El sonido del torrente cercano apagaba su voz quejumbrosa. Con las manos todavía alzadas, parecía un fiel budista que practicara la austeridad permaneciendo en pie bajo una cascada de agua helada.
—Me inclino ante ti, Takuan, te lo ruego, haré lo que me pidas, pero por favor, ¡sálvale!
Takuan permaneció en silencio, con los ojos cerrados, como las puertas del santuario donde se guarda un Buda secreto. Suspiró hondo, los abrió y al hablar pareció exhalar fuego.
—¡Vete a dormir ahora mismo! Ya eres débil por naturaleza, y estar fuera con este tiempo es suicida.

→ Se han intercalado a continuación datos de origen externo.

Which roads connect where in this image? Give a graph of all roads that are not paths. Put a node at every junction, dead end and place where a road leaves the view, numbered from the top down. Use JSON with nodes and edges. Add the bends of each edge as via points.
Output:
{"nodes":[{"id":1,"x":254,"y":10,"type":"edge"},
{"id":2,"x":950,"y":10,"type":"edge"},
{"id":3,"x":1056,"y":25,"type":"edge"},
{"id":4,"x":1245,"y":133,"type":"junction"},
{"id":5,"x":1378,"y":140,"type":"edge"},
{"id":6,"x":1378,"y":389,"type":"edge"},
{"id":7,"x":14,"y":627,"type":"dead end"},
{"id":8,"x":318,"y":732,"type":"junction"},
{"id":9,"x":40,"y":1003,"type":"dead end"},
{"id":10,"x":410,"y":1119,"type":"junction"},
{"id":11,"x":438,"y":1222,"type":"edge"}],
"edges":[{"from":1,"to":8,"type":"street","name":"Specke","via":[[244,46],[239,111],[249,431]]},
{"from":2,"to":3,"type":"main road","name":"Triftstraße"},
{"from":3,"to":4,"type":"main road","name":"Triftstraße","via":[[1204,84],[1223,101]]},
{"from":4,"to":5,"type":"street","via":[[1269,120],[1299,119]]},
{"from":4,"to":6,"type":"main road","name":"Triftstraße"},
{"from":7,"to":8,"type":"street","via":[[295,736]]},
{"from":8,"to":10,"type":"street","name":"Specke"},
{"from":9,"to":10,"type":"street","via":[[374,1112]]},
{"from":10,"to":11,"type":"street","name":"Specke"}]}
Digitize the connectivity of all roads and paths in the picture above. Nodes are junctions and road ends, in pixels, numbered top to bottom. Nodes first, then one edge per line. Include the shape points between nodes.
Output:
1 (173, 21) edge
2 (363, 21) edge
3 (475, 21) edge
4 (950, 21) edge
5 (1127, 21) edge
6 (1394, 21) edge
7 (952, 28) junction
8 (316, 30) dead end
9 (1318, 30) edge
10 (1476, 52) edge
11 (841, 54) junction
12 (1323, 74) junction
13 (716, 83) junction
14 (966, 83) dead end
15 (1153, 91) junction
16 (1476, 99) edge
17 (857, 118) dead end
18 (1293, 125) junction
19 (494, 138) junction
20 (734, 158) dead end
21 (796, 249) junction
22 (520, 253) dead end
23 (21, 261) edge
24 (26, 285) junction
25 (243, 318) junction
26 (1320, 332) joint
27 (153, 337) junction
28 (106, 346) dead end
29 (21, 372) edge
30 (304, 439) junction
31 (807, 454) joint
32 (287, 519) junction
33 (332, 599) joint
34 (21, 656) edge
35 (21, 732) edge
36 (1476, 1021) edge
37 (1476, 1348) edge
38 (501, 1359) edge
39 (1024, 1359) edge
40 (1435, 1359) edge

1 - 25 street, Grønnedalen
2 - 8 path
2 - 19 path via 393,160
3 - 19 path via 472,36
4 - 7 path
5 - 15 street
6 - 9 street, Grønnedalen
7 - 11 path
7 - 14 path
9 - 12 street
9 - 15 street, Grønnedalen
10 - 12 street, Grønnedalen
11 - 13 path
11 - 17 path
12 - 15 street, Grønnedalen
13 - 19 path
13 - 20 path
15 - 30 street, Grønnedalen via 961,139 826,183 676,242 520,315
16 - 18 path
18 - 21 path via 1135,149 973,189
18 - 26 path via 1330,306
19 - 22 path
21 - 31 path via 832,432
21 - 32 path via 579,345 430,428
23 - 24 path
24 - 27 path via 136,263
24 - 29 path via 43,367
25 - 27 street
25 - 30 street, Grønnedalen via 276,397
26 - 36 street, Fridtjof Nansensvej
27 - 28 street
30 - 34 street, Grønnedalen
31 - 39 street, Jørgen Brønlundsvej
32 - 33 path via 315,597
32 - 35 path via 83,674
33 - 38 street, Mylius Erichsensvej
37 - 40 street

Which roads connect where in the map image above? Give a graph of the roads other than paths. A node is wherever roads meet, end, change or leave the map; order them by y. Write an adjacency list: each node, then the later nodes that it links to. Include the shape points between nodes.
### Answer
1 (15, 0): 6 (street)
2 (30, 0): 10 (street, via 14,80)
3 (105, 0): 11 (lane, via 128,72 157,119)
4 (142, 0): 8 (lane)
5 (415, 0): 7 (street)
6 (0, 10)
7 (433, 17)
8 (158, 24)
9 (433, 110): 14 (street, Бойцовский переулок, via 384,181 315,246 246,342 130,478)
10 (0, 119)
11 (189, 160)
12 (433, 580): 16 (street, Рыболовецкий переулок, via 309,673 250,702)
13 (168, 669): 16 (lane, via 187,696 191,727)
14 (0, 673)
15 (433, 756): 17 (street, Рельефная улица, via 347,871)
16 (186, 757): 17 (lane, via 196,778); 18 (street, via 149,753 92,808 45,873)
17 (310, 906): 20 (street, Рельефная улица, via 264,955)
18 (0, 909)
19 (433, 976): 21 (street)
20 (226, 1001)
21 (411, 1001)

—Oh, por favor, por favor —suplicó ella, tendiendo la mano hacia la puerta.
—Voy a acostarme, y te aconsejo que hagas lo mismo.
La voz del monje era glacial. La puerta se cerró bruscamente.
Pero ella no estaba dispuesta a ceder. Se arrastró por debajo del edificio hasta llegar al lugar donde suponía que el monje se acostaba y le llamó:
—¡Por favor! ¡Es lo más importante en el mundo para mí! ¿Me oyes, Takuan? ¡Respóndeme, por favor! ¡Eres un monstruo! ¡Un demonio de sangre fría y sin corazón!
El monje la escuchó pacientemente durante un rato, sin responder, pero la muchacha le impedía conciliar el sueño. Finalmente, en un acceso de furia, se levantó gritando:
—¡Socorro! ¡Un ladrón! ¡Hay un ladrón debajo del suelo! ¡Prendedle!
Otsū salió de debajo del edificio, volvió a la lluvia y se retiró derrotada. Pero aún no había terminado.